## WHAT YOU WILL DO
Nothing in the records may be dropped or altered when you repeat them.

(Dataset entries)
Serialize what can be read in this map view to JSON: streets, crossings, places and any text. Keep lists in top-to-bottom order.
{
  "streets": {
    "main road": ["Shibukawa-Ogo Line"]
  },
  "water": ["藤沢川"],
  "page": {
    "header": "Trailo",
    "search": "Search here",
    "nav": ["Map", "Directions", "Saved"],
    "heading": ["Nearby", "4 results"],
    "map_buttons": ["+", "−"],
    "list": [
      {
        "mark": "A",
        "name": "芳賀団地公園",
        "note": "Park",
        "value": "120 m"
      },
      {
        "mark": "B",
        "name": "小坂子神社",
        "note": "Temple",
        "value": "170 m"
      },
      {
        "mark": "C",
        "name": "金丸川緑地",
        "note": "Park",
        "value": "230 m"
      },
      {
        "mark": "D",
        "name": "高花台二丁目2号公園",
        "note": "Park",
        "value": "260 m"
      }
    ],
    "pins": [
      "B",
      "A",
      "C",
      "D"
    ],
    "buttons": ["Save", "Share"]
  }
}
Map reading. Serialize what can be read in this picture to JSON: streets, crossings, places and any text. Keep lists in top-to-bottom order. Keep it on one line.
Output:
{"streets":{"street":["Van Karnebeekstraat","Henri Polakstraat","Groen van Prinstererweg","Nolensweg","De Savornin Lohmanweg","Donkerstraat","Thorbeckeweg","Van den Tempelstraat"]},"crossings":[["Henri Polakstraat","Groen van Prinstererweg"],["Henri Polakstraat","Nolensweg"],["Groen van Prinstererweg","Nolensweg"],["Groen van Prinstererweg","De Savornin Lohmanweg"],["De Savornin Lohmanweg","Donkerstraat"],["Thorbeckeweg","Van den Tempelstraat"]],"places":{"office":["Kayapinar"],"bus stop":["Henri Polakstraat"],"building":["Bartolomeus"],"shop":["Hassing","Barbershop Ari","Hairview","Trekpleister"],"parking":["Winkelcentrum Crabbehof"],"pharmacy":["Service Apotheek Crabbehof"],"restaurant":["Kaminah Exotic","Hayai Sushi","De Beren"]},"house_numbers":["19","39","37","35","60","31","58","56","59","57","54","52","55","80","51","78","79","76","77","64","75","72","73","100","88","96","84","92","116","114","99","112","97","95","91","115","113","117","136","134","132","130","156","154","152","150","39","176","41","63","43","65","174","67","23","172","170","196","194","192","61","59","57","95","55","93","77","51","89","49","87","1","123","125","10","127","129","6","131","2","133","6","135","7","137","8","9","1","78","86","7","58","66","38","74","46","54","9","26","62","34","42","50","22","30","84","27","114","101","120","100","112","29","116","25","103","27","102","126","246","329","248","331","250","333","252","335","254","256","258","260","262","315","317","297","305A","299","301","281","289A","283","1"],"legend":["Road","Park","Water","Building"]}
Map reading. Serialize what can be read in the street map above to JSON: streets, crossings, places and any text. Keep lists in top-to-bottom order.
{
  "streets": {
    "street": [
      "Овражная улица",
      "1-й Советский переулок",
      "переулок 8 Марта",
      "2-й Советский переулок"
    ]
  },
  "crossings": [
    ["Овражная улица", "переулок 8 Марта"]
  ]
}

## RESULT
Serialize what can be read in this map view to JSON: streets, crossings, places and any text. Keep lists in top-to-bottom order.
{
  "streets": {
    "main road": ["Shibukawa-Ogo Line"]
  },
  "water": ["藤沢川"],
  "page": {
    "header": "Trailo",
    "search": "Search here",
    "nav": ["Map", "Directions", "Saved"],
    "heading": ["Nearby", "4 results"],
    "map_buttons": ["+", "−"],
    "list": [
      {
        "mark": "A",
        "name": "芳賀団地公園",
        "note": "Park",
        "value": "120 m"
      },
      {
        "mark": "B",
        "name": "小坂子神社",
        "note": "Temple",
        "value": "170 m"
      },
      {
        "mark": "C",
        "name": "金丸川緑地",
        "note": "Park",
        "value": "230 m"
      },
      {
        "mark": "D",
        "name": "高花台二丁目2号公園",
        "note": "Park",
        "value": "260 m"
      }
    ],
    "pins": [
      "B",
      "A",
      "C",
      "D"
    ],
    "buttons": ["Save", "Share"]
  }
}
Map reading. Serialize what can be read in this picture to JSON: streets, crossings, places and any text. Keep lists in top-to-bottom order. Keep it on one line.
Output:
{"streets":{"street":["Van Karnebeekstraat","Henri Polakstraat","Groen van Prinstererweg","Nolensweg","De Savornin Lohmanweg","Donkerstraat","Thorbeckeweg","Van den Tempelstraat"]},"crossings":[["Henri Polakstraat","Groen van Prinstererweg"],["Henri Polakstraat","Nolensweg"],["Groen van Prinstererweg","Nolensweg"],["Groen van Prinstererweg","De Savornin Lohmanweg"],["De Savornin Lohmanweg","Donkerstraat"],["Thorbeckeweg","Van den Tempelstraat"]],"places":{"office":["Kayapinar"],"bus stop":["Henri Polakstraat"],"building":["Bartolomeus"],"shop":["Hassing","Barbershop Ari","Hairview","Trekpleister"],"parking":["Winkelcentrum Crabbehof"],"pharmacy":["Service Apotheek Crabbehof"],"restaurant":["Kaminah Exotic","Hayai Sushi","De Beren"]},"house_numbers":["19","39","37","35","60","31","58","56","59","57","54","52","55","80","51","78","79","76","77","64","75","72","73","100","88","96","84","92","116","114","99","112","97","95","91","115","113","117","136","134","132","130","156","154","152","150","39","176","41","63","43","65","174","67","23","172","170","196","194","192","61","59","57","95","55","93","77","51","89","49","87","1","123","125","10","127","129","6","131","2","133","6","135","7","137","8","9","1","78","86","7","58","66","38","74","46","54","9","26","62","34","42","50","22","30","84","27","114","101","120","100","112","29","116","25","103","27","102","126","246","329","248","331","250","333","252","335","254","256","258","260","262","315","317","297","305A","299","301","281","289A","283","1"],"legend":["Road","Park","Water","Building"]}
Map reading. Serialize what can be read in the street map above to JSON: streets, crossings, places and any text. Keep lists in top-to-bottom order.
{
  "streets": {
    "street": [
      "Овражная улица",
      "1-й Советский переулок",
      "переулок 8 Марта",
      "2-й Советский переулок"
    ]
  },
  "crossings": [
    ["Овражная улица", "переулок 8 Марта"]
  ]
}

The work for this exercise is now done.